I nodded, my heart beginning to race with the uneasy sense of having opened the Pandora’s box of someone else’s secret. Being unable now to close it.

‘It’s preposterous,’ Mr Hamilton said, straightening his waistcoat. He returned to his seat and hooked his spectacles over his ears. ‘Alfred is not a coward. He’s serving the war effort every day he helps keep this household running. He has an important position with an important family.’

‘But it’s not the same as fighting, is it Mr Hamilton?’ said Katie.
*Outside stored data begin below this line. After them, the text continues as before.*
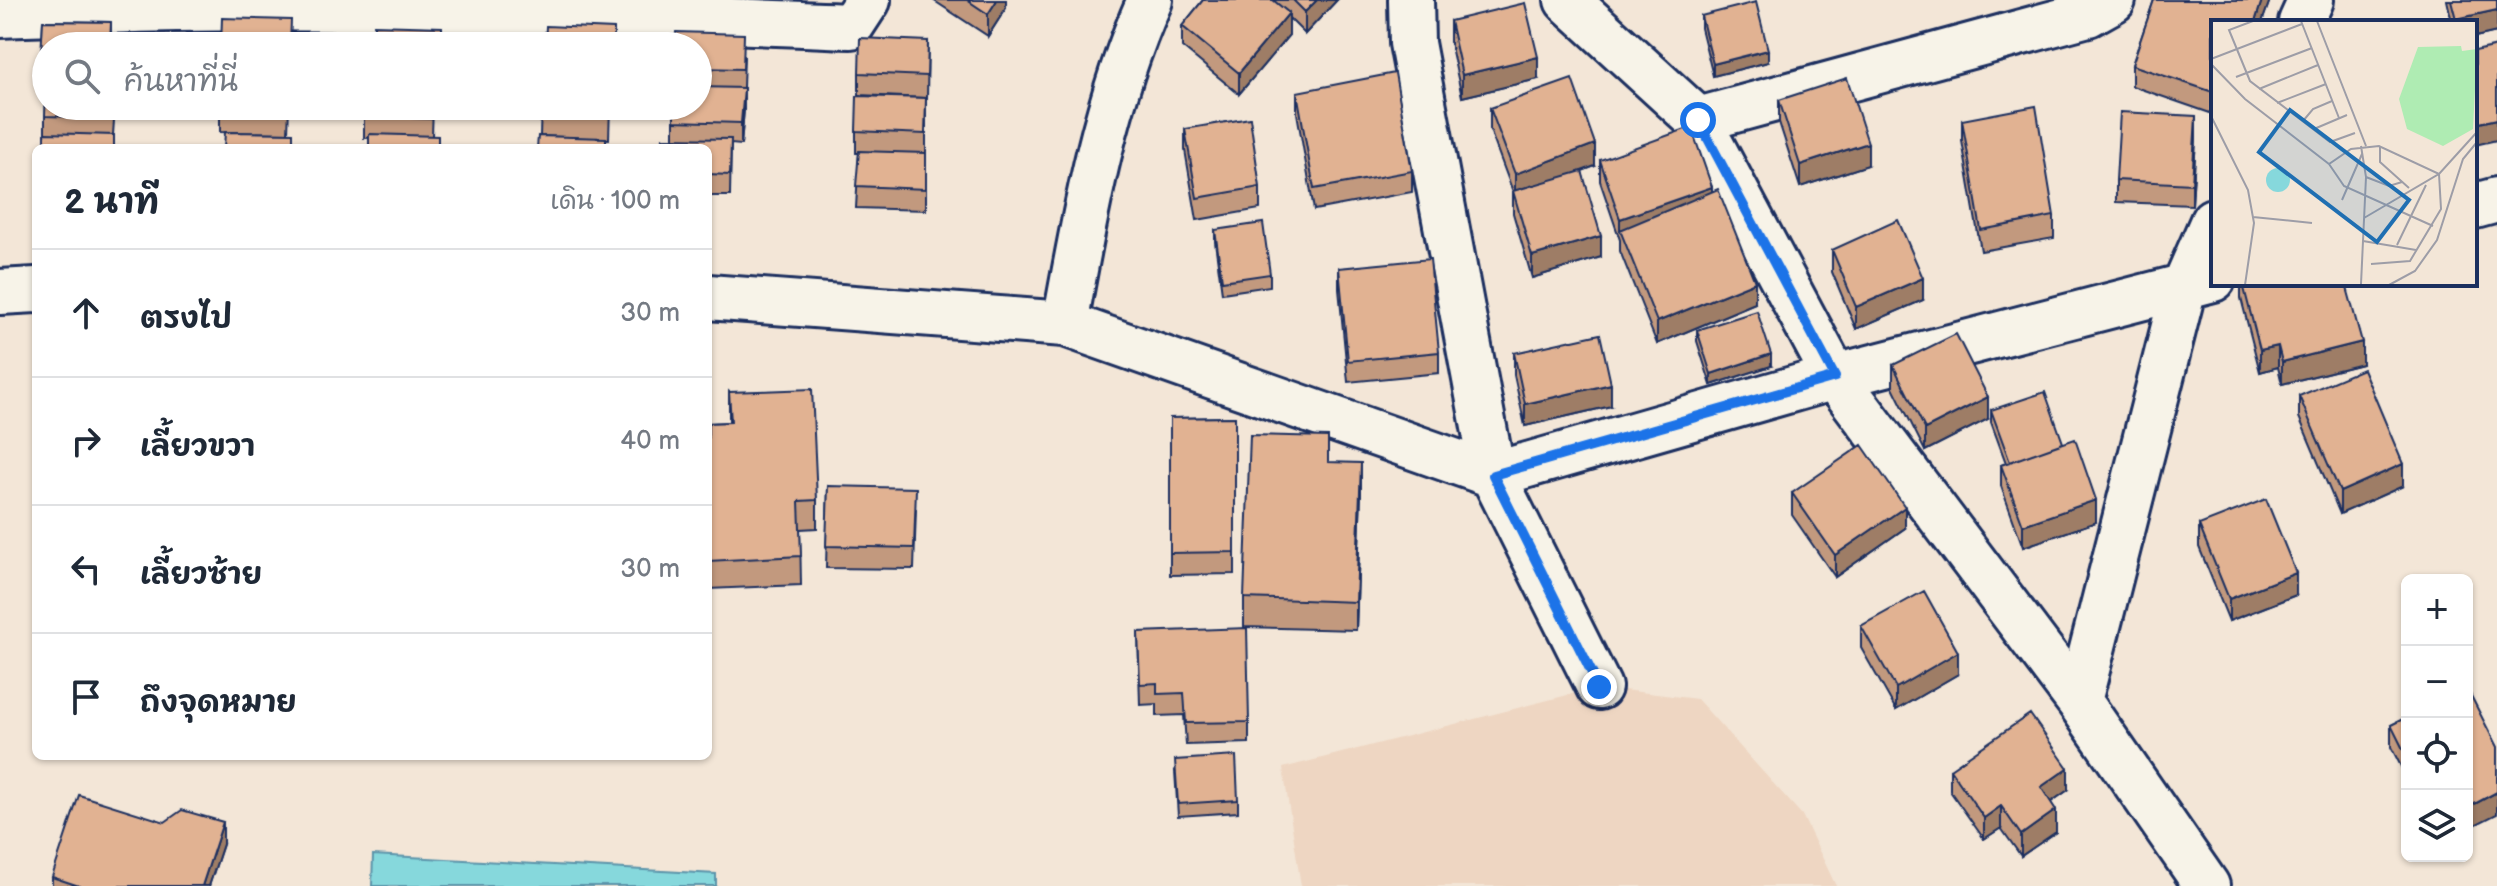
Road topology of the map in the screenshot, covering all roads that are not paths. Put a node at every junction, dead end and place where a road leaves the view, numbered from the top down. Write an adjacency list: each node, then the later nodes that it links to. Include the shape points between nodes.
1 (868, 0): 8 (street, via 851,26)
2 (1150, 0): 19 (street, via 1105,122)
3 (1411, 0): 21 (street, via 1412,43)
4 (1567, 0): 11 (street)
5 (2113, 0): 11 (street, via 2088,14)
6 (2311, 0): 10 (street)
7 (276, 4): 8 (street); 9 (street)
8 (512, 7)
9 (0, 15)
10 (2302, 20)
11 (1698, 120): 20 (street)
12 (2497, 200): 13 (street)
13 (2477, 205)
14 (2211, 229): 15 (street)
15 (2198, 283): 20 (street); 23 (street)
16 (32, 290): 17 (street)
17 (0, 292)
18 (712, 297): 19 (street)
19 (1065, 324): 21 (street)
20 (1835, 377): 21 (street); 23 (street)
21 (1493, 475): 22 (street)
22 (1599, 687)
23 (2079, 701): 24 (street)
24 (2207, 886)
‘It most certainly is,’ blustered Mr Hamilton. ‘There’s a role for each of us in this war, Katie. Even you. It’s our duty to preserve the ways of this fine country of ours so that when the soldiers return victorious, the society they remember will be waiting for them.’

‘So even when I’m washing pots I’m helping the war effort?’ said Katie in wonderment.

‘Not the way you wash them,’ Mrs Townsend said.

‘Yes Katie,’ Mr Hamilton said. ‘By keeping up with your duties, and by knitting your scarves, you’re doing your bit.’ He shot glances at Myra and me. ‘We all are.’

‘It doesn’t seem enough, if you ask me,’ Myra said, her head bowed.

‘What’s that, Myra?’ Mr Hamilton said.

Myra stopped knitting and laid her bony hands in her lap. ‘Well,’ she said cautiously, ‘take Alfred, for example. He’s a young fit man. Surely he’d be of better use helping the other boys what are over there in France? Anyone can pour sherry.’